Following Jiang’s lead, the CCP took the human rights issue head on as a key task in responding to external forces. Human rights became an important theme of China’s foreign propaganda. On Nov. 1, 1991, China’s State Council Information Office published its first white paper: “China’s human rights situation,” claiming “Human Rights in the first place is people’s right to life,” and “The United States and other western countries’ concern over China’s human rights is a continuation of the U.S. hegemony and power politics, which endangers world peace and development. Using human rights [as an excuse] to interfere with other countries’ internal affairs and impose their power diplomacy hinder the practices of human rights and fundamental freedoms.”
Since then, “China’s human rights situation” has become the CCP’s quintessential human rights publication with numerous revisions. It became the foundation for a variety of study materials. It all derives from Jiang’s perverse concept of human rights.
To push back against the section on the poor human rights record of China in the U.S. State Department’s annual human rights report, the CCP published its own annual report, titled, “The Human Rights Record of the United States.” The regime put together a team and collected materials published by western media and compiled a report released through the Information Office of the State Council, to “urge the United States to face up to its own human rights problems.”
The first report was published on Feb. 27, 2000, titled, “U.S. Human Rights Record in 1999.” In the conclusion of the 2010 report, it said, “The United States ignores its own serious human rights problems, but has been keen on advocating the so-called ‘human rights diplomacy,’ taking human rights as a political instrument to defame other nations’ images while seeking its own strategic interests.
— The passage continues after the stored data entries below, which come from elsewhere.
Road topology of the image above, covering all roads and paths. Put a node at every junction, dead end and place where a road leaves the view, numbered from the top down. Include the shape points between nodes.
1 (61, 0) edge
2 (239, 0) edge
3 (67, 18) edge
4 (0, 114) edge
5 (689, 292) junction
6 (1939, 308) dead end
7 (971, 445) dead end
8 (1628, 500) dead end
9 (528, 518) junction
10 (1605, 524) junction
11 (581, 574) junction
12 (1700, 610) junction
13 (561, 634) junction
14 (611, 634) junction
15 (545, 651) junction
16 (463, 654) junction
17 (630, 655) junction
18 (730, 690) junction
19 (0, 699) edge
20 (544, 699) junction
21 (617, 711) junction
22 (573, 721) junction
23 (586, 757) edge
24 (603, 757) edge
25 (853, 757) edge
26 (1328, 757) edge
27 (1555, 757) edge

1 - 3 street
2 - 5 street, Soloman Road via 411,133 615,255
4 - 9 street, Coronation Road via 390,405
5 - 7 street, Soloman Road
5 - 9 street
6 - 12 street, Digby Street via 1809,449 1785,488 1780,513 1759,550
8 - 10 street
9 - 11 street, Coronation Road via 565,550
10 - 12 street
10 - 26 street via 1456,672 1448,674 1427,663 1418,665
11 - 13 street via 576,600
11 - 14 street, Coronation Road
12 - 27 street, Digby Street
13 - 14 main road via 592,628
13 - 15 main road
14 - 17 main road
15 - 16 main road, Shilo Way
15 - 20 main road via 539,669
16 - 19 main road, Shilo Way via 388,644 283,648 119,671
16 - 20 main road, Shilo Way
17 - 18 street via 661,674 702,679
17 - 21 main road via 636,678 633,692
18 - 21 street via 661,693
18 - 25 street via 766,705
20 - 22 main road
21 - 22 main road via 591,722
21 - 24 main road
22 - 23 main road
These facts fully expose its hypocrisy by exercising a double standard on human rights and pursuing hegemony under the pretext of human rights.”
The CCP also developed a ploy on human rights issues, that is, human rights issues can only be discussed behind closed doors; otherwise, China says that it is “interfering in China’s internal affairs.” Jiang claimed, “Human rights is a problem within the sovereignty of a country. All countries have different views on human rights issues and should engage in dialogue instead of confrontation.” Jiang Zemin once said in front of Bill Clinton, “On issues such as human rights, it can only be discussed without interfering in other countries’ internal affairs.”
Moreover, discussing with each country separately allows the CCP to weaken the international criticism. By isolating countries that have concerns over human rights, the CCP can be more successful in handling them one at a time. If the Chinese Communist Party is willing to talk one on one about its human rights problems, how could a western country find anything to object to? China also comes out ahead in that as long as a country is willing to sit down and talk, it recognizes the legitimacy of the Chinese Communist Party. As a result, the ability of all countries to unite together to effectively standup to China’s human rights abuses is effectively blunted.
Negotiations and dialogues are really what the Chinese Communist Party is good at, especially when the deal is made behind closed doors. You can say anything and Chinese diplomats will promise everything, but nothing will be delivered. At the same time, since it’s done in a private setting and the public knows nothing about it, it’s easy to manipulate international opinion.
The idea of keeping human rights out of public sight with closed-door dialogs was extended further by separating human rights issues from diplomatic and trade negotiations. The CCP insists on delinking human rights issues in the trade discussions as a pre-condition for those negotiations. Unfortunately, western diplomats and trade representatives are only too willing to comply.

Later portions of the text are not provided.